Exercise directions. Please copy exactly the part of the records below that opens with the line containing "pinky mcp: (253, 171)" and closes with the line containing "index dip: (99, 200)", leaving out any pictures.

• • • • • • •

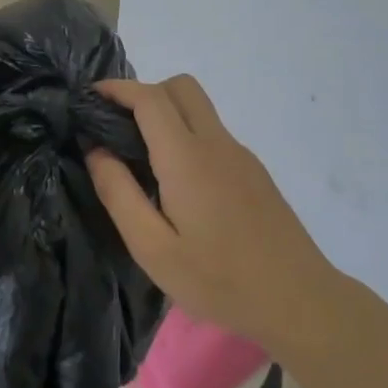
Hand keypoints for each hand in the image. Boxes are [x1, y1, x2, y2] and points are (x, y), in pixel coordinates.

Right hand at [87, 75, 335, 347]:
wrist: (298, 301)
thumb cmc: (218, 279)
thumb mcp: (152, 248)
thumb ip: (119, 193)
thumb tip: (96, 150)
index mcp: (187, 158)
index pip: (150, 98)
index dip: (117, 88)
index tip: (89, 98)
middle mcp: (216, 144)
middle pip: (180, 87)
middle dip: (143, 92)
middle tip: (116, 126)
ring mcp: (240, 155)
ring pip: (199, 108)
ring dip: (165, 112)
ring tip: (139, 156)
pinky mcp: (253, 171)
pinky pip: (212, 133)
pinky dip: (185, 134)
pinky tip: (176, 182)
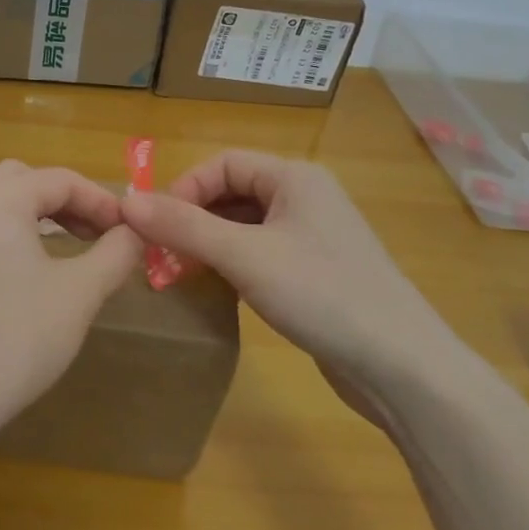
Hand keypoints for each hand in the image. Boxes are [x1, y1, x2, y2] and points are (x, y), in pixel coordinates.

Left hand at [0, 160, 143, 444]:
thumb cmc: (17, 340)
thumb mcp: (81, 294)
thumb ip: (115, 254)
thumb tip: (133, 232)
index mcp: (2, 198)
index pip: (61, 181)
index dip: (99, 200)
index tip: (124, 231)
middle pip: (13, 179)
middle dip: (54, 200)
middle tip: (85, 237)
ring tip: (17, 230)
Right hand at [120, 151, 453, 378]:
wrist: (401, 366)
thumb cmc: (322, 294)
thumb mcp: (244, 256)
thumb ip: (184, 226)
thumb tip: (127, 202)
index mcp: (295, 177)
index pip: (224, 163)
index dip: (184, 188)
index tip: (154, 227)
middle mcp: (306, 197)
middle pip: (234, 192)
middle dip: (194, 217)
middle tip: (161, 253)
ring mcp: (314, 236)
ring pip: (246, 225)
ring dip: (211, 242)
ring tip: (181, 271)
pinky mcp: (317, 271)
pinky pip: (262, 252)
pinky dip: (234, 263)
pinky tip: (219, 288)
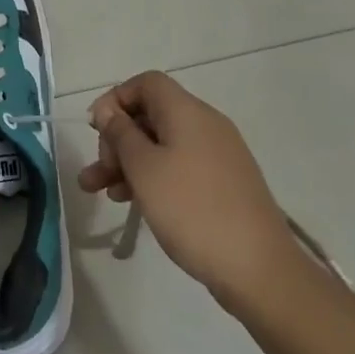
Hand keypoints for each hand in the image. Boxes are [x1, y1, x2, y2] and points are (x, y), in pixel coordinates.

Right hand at [79, 70, 299, 311]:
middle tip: (97, 170)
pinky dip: (152, 177)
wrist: (259, 270)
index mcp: (188, 112)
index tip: (95, 129)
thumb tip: (108, 110)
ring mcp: (218, 156)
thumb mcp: (143, 167)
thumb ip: (120, 132)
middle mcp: (206, 125)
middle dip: (117, 139)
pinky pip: (178, 167)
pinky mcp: (223, 184)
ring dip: (127, 163)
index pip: (146, 83)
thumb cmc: (191, 209)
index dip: (116, 99)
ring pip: (161, 146)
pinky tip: (132, 202)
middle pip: (151, 115)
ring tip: (99, 192)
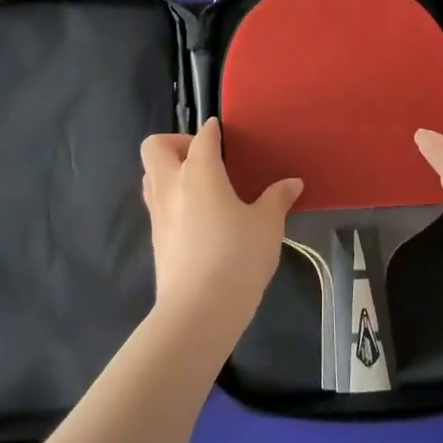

• • • • • • •

Solution.
pinky mcp: (253, 171)
pinky pip: (212, 133)
pinky dip: (185, 134)
pinky tip: (176, 182)
Hand keypoints for each hand in the image. Boxes are [x1, y1, x2, y2] and points are (x, y), in pixel coordinates.

Left hand at [0, 160, 143, 444]:
thumb cmc: (17, 340)
thumb mcp: (81, 294)
thumb ip: (115, 254)
thumb tip: (133, 232)
index mcp: (2, 198)
index pip: (61, 181)
index dip: (99, 200)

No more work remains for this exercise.